• [What you should do]
Your answer should hold every line of the records below that contains the string "nodes".
----- Provided records
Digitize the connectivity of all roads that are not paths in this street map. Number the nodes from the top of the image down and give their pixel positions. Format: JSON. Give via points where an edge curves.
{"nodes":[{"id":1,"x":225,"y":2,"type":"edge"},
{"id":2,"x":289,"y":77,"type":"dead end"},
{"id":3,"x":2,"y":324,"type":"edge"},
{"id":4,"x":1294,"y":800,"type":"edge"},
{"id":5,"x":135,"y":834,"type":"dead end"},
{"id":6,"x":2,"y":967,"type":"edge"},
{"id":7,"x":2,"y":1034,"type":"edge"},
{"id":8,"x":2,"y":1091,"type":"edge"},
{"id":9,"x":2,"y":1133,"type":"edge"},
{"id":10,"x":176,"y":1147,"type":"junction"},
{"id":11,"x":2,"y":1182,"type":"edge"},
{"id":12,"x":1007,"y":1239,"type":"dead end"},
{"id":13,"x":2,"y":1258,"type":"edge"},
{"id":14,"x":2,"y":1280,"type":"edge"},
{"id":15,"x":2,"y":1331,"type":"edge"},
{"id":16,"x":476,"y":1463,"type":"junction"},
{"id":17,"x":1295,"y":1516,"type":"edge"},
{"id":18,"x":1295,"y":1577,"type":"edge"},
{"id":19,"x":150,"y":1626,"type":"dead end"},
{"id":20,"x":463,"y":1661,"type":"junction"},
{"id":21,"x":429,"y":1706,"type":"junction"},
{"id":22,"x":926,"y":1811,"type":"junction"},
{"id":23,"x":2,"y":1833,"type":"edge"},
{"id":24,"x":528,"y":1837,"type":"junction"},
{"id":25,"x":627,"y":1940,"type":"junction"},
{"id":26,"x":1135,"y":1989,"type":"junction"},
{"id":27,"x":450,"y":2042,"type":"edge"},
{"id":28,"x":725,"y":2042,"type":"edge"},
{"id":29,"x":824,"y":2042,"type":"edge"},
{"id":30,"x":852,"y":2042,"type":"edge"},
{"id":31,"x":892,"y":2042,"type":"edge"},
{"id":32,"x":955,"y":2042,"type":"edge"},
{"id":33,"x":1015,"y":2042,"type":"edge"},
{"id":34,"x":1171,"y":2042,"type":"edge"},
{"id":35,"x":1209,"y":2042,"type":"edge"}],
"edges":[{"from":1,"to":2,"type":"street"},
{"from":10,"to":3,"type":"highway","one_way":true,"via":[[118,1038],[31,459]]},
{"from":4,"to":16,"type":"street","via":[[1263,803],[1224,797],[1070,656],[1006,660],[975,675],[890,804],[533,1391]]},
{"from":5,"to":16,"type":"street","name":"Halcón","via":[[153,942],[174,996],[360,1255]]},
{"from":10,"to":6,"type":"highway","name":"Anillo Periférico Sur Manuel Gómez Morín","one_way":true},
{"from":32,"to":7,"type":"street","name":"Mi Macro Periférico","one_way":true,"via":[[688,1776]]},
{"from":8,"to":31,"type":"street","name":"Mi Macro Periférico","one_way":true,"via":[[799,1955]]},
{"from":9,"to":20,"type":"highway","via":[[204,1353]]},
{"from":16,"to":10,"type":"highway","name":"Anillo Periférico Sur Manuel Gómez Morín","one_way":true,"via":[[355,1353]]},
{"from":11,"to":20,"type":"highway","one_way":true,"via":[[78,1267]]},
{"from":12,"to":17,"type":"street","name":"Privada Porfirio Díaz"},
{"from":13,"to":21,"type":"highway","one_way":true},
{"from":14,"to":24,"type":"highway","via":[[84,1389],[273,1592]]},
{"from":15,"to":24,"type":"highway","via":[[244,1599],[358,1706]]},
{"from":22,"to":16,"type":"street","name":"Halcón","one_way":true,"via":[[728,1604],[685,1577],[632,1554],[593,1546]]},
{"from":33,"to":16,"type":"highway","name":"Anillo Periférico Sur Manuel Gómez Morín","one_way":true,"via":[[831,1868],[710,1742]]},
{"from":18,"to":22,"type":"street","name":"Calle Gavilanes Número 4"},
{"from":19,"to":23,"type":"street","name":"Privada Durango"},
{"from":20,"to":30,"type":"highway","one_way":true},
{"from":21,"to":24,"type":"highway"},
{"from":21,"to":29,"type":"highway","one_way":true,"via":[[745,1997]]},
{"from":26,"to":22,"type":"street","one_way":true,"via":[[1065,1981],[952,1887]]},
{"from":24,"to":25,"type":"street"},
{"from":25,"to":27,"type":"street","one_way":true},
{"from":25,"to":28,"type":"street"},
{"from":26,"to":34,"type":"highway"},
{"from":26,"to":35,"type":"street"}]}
----------
• [Response box]
Digitize the connectivity of all roads that are not paths in this street map. Number the nodes from the top of the image down and give their pixel positions. Format: JSON. Give via points where an edge curves.
{"nodes":[{"id":1,"x":225,"y":2,"type":"edge"},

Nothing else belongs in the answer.